La responsabilità del depositario mi pare eccessiva

La modifica apportata all’articolo 50 bis dalla Legge n. 106/2011, di conversione del D.L.n. 70/2011, sta creando delle difficoltà di interpretazione in particolare con riferimento ai controlli che il titolare del deposito Iva è tenuto a fare sulla contabilità Iva del soggetto che procede all’estrazione.

E tutto al fine di consentire lo svincolo della garanzia del soggetto che, immessa in libera pratica la merce, la ha introdotta nel deposito stesso.

E, si badi, il soggetto che procede all’estrazione può ben essere diverso da quello cha ha provveduto all’introduzione della merce, per effetto delle eventuali vendite a catena poste  in essere legittimamente all’interno del deposito.

Con la conseguenza che il depositario dovrebbe verificare la contabilità Iva di un soggetto diverso da quello che ha introdotto la merce.
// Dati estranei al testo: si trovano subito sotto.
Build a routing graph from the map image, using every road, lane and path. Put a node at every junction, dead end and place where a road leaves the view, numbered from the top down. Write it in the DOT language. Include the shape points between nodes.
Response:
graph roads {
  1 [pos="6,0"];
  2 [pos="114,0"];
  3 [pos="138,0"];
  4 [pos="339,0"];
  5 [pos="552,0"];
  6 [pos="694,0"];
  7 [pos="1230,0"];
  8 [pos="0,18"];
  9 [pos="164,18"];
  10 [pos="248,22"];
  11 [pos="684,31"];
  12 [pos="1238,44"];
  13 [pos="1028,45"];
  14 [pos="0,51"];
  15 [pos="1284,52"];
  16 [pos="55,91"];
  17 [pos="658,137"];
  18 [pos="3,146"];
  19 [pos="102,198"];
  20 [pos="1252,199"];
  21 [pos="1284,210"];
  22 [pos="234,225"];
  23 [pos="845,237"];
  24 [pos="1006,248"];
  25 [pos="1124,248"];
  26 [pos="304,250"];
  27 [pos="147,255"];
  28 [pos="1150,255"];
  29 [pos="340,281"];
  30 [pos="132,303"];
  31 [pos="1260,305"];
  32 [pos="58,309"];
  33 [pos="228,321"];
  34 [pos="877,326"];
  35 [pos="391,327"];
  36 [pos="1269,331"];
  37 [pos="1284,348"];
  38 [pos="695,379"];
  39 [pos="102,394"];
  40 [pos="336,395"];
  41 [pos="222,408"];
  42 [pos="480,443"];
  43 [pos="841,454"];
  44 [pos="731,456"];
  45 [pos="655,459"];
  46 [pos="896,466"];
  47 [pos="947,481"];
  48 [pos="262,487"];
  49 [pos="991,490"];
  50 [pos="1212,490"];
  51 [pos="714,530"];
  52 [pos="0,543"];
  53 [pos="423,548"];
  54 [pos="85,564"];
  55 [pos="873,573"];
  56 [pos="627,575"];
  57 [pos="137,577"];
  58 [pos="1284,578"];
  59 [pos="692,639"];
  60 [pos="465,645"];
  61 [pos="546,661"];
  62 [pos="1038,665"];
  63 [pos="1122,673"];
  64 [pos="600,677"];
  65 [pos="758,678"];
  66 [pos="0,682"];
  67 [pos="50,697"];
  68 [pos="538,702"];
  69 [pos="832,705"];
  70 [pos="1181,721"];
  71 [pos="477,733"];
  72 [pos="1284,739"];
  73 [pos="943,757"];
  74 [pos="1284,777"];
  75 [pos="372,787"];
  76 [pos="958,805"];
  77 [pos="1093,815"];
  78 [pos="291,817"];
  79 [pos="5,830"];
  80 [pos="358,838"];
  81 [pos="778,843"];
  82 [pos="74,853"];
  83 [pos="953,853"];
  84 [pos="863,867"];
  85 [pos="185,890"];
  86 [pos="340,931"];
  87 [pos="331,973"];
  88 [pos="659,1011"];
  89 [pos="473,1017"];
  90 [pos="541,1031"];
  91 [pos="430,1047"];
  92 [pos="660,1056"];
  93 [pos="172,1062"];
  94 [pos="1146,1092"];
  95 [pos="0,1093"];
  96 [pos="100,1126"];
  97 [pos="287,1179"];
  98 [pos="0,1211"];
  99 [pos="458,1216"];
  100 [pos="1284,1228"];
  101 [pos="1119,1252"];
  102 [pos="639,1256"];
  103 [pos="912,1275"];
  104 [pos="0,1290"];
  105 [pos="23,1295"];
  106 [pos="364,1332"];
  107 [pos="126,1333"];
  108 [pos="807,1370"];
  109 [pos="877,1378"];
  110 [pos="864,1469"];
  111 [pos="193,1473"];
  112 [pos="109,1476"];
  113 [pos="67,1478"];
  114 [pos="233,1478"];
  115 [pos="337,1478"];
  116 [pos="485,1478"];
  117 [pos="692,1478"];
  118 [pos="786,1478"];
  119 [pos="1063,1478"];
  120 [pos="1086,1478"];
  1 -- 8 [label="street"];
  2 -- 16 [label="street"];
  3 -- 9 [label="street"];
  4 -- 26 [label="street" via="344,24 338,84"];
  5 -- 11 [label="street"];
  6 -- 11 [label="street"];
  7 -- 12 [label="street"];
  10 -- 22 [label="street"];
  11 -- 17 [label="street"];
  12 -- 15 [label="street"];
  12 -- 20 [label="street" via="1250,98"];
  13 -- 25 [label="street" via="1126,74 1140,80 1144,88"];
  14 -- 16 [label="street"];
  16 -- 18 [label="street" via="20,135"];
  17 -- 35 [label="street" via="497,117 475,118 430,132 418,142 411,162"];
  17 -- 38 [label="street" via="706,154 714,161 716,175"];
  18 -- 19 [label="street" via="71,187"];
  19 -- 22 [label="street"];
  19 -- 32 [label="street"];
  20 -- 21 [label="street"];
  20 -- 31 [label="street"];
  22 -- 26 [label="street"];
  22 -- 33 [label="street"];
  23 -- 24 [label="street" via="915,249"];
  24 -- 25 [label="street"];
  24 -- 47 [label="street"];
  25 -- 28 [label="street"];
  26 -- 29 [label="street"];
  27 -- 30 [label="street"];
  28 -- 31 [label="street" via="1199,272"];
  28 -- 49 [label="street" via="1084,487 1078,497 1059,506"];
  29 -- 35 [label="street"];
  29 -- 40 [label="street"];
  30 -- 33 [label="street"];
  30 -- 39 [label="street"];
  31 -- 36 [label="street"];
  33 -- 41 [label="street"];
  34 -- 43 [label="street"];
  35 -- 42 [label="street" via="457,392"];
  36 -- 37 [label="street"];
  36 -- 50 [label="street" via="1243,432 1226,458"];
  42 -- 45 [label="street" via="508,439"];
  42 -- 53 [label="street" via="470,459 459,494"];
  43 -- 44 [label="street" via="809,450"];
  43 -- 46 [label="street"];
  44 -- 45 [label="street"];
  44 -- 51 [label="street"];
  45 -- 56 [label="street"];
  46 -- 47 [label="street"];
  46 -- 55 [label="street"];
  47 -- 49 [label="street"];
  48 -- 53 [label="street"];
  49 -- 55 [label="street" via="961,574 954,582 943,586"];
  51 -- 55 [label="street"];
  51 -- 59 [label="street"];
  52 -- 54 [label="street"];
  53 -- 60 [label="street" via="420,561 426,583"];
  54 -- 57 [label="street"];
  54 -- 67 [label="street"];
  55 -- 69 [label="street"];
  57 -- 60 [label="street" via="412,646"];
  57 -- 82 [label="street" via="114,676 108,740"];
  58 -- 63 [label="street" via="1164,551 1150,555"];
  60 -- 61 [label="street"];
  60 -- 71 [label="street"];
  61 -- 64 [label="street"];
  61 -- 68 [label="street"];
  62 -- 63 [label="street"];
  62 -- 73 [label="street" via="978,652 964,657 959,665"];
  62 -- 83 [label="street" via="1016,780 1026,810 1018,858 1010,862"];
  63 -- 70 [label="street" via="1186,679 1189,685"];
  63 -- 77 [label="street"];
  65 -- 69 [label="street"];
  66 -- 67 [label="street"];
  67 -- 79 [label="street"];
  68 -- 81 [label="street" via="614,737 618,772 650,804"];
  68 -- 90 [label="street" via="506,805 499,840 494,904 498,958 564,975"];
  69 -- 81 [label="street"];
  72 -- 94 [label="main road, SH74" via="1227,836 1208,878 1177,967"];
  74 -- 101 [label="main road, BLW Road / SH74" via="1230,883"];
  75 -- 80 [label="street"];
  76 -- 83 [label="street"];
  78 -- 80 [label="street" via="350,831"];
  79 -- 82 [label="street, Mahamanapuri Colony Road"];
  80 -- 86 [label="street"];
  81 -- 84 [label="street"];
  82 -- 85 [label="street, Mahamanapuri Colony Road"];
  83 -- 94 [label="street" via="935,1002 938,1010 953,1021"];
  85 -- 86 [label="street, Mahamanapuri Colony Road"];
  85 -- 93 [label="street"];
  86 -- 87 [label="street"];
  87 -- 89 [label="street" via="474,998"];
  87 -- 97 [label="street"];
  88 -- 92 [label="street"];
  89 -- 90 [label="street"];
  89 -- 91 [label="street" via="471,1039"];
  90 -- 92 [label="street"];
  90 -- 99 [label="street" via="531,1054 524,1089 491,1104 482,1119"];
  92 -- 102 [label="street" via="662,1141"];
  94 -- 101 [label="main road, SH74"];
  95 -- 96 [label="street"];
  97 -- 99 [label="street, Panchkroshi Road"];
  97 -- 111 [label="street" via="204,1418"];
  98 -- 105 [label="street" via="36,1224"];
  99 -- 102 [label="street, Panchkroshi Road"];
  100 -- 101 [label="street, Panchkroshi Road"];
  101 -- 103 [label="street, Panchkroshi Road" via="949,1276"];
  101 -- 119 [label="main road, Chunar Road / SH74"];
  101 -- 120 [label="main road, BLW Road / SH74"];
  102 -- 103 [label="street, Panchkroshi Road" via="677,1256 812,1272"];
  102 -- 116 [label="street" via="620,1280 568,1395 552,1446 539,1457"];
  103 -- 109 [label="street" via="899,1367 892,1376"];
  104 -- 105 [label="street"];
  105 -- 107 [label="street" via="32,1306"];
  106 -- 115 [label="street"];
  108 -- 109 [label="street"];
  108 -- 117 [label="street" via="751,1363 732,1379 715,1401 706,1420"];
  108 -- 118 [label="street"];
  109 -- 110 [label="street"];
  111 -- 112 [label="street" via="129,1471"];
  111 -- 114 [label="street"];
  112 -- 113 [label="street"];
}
E per essere certo di aver tenuto il comportamento più cautelativo per la propria azienda, dovrebbe verificare l’esistenza del soggetto che procede all’estrazione con tutti i mezzi possibili (visure camerali e simili).

Certo, però,  il gestore del deposito Iva non può essere delegato dalla amministrazione finanziaria a porre in essere delle verifiche alle quali essa soltanto è deputata.

Per cui il gestore del deposito Iva non potrebbe fare altro che sottoporre alla valutazione della Dogana la documentazione che gli è stata esibita.

C’è la solidarietà dell’imposta!

Scherziamo?

E poi, ricevuta l’autofattura ed emesso un documento di consegna all’estrazione, la merce deve essere consegnata dal titolare del deposito Iva al soggetto che procede all’estrazione. Mica è previsto il diritto di ritenzione della merce fin quando non viene prodotta al povero gestore del deposito Iva la documentazione che egli dovrebbe verificare.

E se svincolata la merce, poi la documentazione non è “buona”, chi paga?

Altra considerazione.

Ma da tutto l’impianto della legge e da tutte queste misure volte a cautelare l’Amministrazione che il soggetto che procede all’estrazione dal deposito Iva “esista”, non sta a significare che il reverse charge, correttamente posto in essere, costituisce assolvimento dell’imposta?

Come ha sempre sostenuto l’Agenzia delle Entrate?

E allora, riflettiamo ancora una volta, ma per poco, su alcuni aspetti della Sentenza  della Suprema Corte di Cassazione 12262 10 del 15 aprile 2010, e successive, (ma tutte riferite allo stesso giudizio).

E in particolare  che l’autofattura emessa per l’ uscita delle merci da un deposito Iva  costituisce un operazione neutra di compensazione dell’Iva nazionale a debito con quella a credito, (senza tener in alcun  conto che, poi, all’atto della rivendita, in mancanza di credito Iva preesistente, l’intera imposta deve necessariamente essere versata o portata in diminuzione di un precedente credito e che, perciò, una sua ulteriore richiesta costituirebbe necessariamente duplicazione dell’imposta).

Tutto è possibile:

Anche non essere d’accordo con la Suprema Corte di Cassazione.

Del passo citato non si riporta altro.